Donald

Discussion in 'Politics' started by Buy1Sell2, Dec 10, 2017.

  1. userque

    userque

    Interesting ... why so?
     
    #3911     Jan 13, 2021
  2. gwb-trading

    gwb-trading

    So do you think that his loan on his $18 Million residence is a standard conforming mortgage loan with a 15 or 30 year term.

    Hint: The media already reported it is not your typical conforming loan but more like a short term commercial real estate loan.
     
    #3912     Jan 13, 2021
  3. gwb-trading

    gwb-trading

    Bill Clinton's Secret Service agents were forced to testify to a grand jury investigating him in 1998. Why is Trump exempt from this?
     
    #3913     Jan 13, 2021
  4. Tony Stark

    Tony Stark


    I think presidents should be able to work without worrying about being spied on by SS agents.
     
    #3914     Jan 13, 2021
  5. Tony Stark

    Tony Stark


    I think it should apply to all presidents.
     
    Last edited: Jan 13, 2021
    #3915     Jan 13, 2021
  6. userque

    userque

    Does your reasoning apply to private citizens?
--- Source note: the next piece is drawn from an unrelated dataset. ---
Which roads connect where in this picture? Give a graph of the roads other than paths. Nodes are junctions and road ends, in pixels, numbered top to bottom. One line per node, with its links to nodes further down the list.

    Should executives' body guards also be exempt from testifying? Should the executive be indicted/sued?
     
    #3916     Jan 13, 2021
  7. Tony Stark

    Tony Stark

    No.Private citizens have the choice to have bodyguards around them,presidents do not.
     
    #3917     Jan 13, 2021
  8. userque

    userque

    Ok, this is what I was after: your reasoning.
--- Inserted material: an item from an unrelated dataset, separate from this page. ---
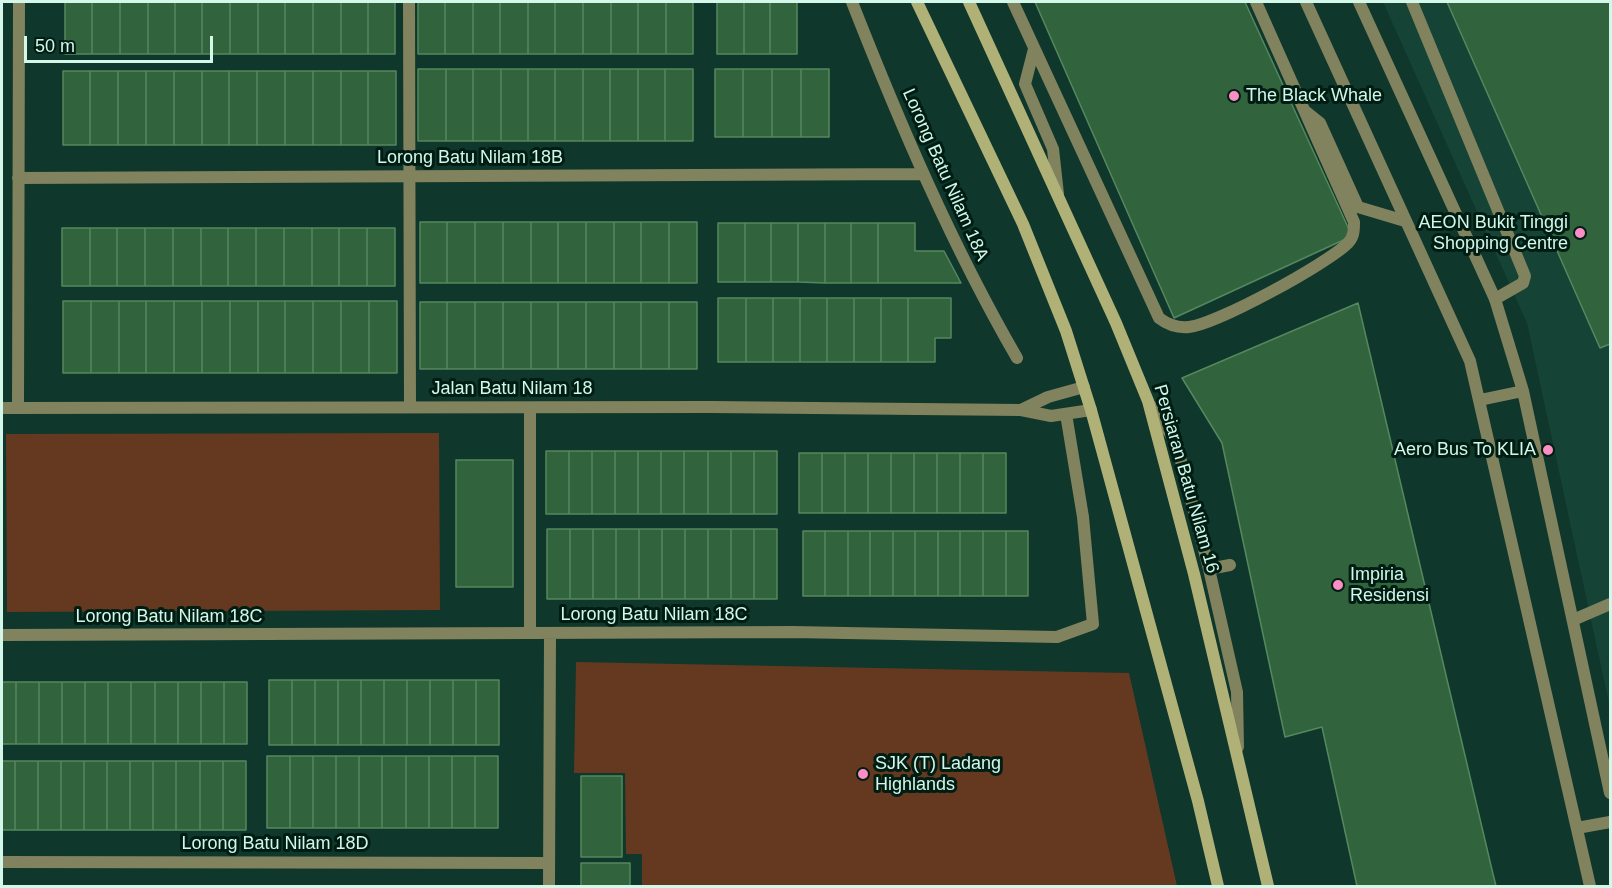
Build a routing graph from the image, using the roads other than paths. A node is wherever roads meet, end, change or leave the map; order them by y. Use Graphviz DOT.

    Hadn't considered this viewpoint. However, citizens volunteer to hold office.

    Thoughts? Does that change anything for you?
     
    #3918     Jan 13, 2021
  9. Tony Stark

    Tony Stark


    Thats true but the country needs presidents and SS agents are around classified information that they shouldn't be able to tell imo.There also shouldn't be more slime balls like Dan Bongino trying to profit from dumb conservatives from their time as SS agents.



    Secret Service and book publication

    Bongino joined the United States Secret Service in 1999 as a special agent,[5][2] leaving the New York Field Office in 2002 to become an instructor at the Secret Service Training Academy in Beltsville, Maryland. In 2006, he was assigned to the Presidential Protection Division during George W. Bush's second term. He remained on protective duty after Barack Obama became president, leaving in May 2011 to run for the U.S. Senate.[5]

    Bongino's first book, Life Inside the Bubble, about his career as a Secret Service agent, was published in 2013. The book discusses his experiences protecting presidents George W. Bush and Barack Obama and investigating federal crimes along with his 2012 run for the U.S. Senate in Maryland.[6]

    Bongino was criticized by former colleagues at the Secret Service for using his Secret Service background as part of his run for political office and for his claim of having secret information based on conversations he overheard in the Obama White House.[7][8][1] A former colleague criticized him for trying to use his proximity to President Barack Obama in his political career: "He's trying to draw attention to himself and he's hijacking the Secret Service brand. That's all he's got going for him." Bongino said he had access to "high-level discussions" in the White House. Unnamed former colleagues said he "tends to exaggerate his importance on the presidential detail and exaggerate his proximity" and that "We don't sit in on meetings at the White House. We don't sit in on high-level meetings."[7] In response to the criticism from an anonymous former colleague, Bongino stated "There's nothing confidential in the book" and "It's not a tell-all. It's my tale of the Secret Service."[9] He rejected Birtherism, the claims that President Obama was born outside the United States.[10]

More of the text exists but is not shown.